## What you need to do:
Your response should be the complete data, transcribed exactly.

## Records provided:
________________________________________

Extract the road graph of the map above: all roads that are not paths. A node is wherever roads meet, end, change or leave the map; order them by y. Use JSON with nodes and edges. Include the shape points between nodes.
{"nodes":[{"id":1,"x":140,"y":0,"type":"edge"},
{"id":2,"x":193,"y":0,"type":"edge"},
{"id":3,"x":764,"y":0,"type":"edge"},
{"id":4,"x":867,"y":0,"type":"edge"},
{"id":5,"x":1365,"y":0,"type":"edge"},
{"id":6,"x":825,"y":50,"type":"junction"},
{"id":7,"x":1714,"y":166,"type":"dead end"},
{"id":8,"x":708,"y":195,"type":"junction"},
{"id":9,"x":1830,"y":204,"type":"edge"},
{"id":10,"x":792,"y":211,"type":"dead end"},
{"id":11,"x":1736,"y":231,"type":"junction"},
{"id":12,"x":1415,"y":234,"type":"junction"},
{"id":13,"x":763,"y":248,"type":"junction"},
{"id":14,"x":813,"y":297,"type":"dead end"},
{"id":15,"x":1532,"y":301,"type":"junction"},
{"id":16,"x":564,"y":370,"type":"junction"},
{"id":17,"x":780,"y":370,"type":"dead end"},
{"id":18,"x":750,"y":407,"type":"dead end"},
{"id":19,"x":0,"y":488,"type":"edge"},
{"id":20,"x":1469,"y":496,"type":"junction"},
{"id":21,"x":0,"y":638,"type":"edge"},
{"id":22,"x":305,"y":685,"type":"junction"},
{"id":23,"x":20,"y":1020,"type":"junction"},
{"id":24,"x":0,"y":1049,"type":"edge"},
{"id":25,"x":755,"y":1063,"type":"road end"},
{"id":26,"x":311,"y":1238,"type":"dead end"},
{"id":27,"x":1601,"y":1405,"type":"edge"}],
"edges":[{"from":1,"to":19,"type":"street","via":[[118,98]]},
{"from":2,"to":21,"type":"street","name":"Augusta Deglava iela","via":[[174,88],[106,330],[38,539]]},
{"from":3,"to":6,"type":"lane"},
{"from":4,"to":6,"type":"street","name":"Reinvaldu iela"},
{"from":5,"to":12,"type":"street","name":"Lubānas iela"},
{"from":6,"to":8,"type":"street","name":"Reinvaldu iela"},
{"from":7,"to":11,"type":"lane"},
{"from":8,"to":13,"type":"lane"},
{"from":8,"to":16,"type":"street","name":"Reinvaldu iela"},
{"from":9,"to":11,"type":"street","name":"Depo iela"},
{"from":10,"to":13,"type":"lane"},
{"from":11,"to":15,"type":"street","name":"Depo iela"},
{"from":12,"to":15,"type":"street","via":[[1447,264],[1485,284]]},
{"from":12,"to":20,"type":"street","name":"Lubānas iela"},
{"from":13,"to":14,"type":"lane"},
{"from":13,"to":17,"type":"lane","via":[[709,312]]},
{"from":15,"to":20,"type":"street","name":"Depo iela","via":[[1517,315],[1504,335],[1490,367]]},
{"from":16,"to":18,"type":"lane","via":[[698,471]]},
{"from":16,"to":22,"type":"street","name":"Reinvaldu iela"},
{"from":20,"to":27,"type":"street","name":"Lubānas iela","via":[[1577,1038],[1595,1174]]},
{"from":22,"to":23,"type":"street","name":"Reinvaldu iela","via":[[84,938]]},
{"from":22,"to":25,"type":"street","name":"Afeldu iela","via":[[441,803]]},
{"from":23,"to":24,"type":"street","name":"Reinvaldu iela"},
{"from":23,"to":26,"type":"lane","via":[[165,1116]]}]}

________________________________________

## Result of this task:
Extract the road graph of the map above: all roads that are not paths. A node is wherever roads meet, end, change or leave the map; order them by y. Use JSON with nodes and edges. Include the shape points between nodes.
{"nodes":[{"id":1,"x":140,"y":0,"type":"edge"},
{"id":2,"x":193,"y":0,"type":"edge"},
{"id":3,"x":764,"y":0,"type":"edge"},
{"id":4,"x":867,"y":0,"type":"edge"},
{"id":5,"x":1365,"y":0,"type":"edge"},
{"id":6,"x":825,"y":50,"type":"junction"},
{"id":7,"x":1714,"y":166,"type":"dead end"},
{"id":8,"x":708,"y":195,"type":"junction"},
{"id":9,"x":1830,"y":204,"type":"edge"},
{"id":10,"x":792,"y":211,"type":"dead end"},
{"id":11,"x":1736,"y":231,"type":"junction"},
{"id":12,"x":1415,"y":234,"type":"junction"},
{"id":13,"x":763,"y":248,"type":"junction"},
{"id":14,"x":813,"y":297,"type":"dead end"},
{"id":15,"x":1532,"y":301,"type":"junction"},
{"id":16,"x":564,"y":370,"type":"junction"},
{"id":17,"x":780,"y":370,"type":"dead end"},
{"id":18,"x":750,"y":407,"type":"dead end"},
{"id":19,"x":0,"y":488,"type":"edge"},
{"id":20,"x":1469,"y":496,"type":"junction"},
{"id":21,"x":0,"y":638,"type":"edge"},
{"id":22,"x":305,"y":685,"type":"junction"},
{"id":23,"x":20,"y":1020,"type":"junction"},
{"id":24,"x":0,"y":1049,"type":"edge"},
{"id":25,"x":755,"y":1063,"type":"road end"},
{"id":26,"x":311,"y":1238,"type":"dead end"},
{"id":27,"x":1601,"y":1405,"type":"edge"}],
"edges":[{"from":1,"to":19,"type":"street","via":[[118,98]]},
{"from":2,"to":21,"type":"street","name":"Augusta Deglava iela","via":[[174,88],[106,330],[38,539]]},
{"from":3,"to":6,"type":"lane"},
{"from":4,"to":6,"type":"street","name":"Reinvaldu iela"},
{"from":5,"to":12,"type":"street","name":"Lubānas iela"},
{"from":6,"to":8,"type":"street","name":"Reinvaldu iela"},
{"from":7,"to":11,"type":"lane"},
{"from":8,"to":13,"type":"lane"},
{"from":8,"to":16,"type":"street","name":"Reinvaldu iela"},
{"from":9,"to":11,"type":"street","name":"Depo iela"},
{"from":10,"to":13,"type":"lane"},
{"from":11,"to":15,"type":"street","name":"Depo iela"},
{"from":12,"to":15,"type":"street","via":[[1447,264],[1485,284]]},
{"from":12,"to":20,"type":"street","name":"Lubānas iela"},
{"from":13,"to":14,"type":"lane"},
{"from":13,"to":17,"type":"lane","via":[[709,312]]},
{"from":15,"to":20,"type":"street","name":"Depo iela","via":[[1517,315],[1504,335],[1490,367]]},
{"from":16,"to":18,"type":"lane","via":[[698,471]]},
{"from":16,"to":22,"type":"street","name":"Reinvaldu iela"},
{"from":20,"to":27,"type":"street","name":"Lubānas iela","via":[[1577,1038],[1595,1174]]},
{"from":22,"to":23,"type":"street","name":"Reinvaldu iela","via":[[84,938]]},
{"from":22,"to":25,"type":"street","name":"Afeldu iela","via":[[441,803]]},
{"from":23,"to":24,"type":"street","name":"Reinvaldu iela"},
{"from":23,"to":26,"type":"lane","via":[[165,1116]]}]}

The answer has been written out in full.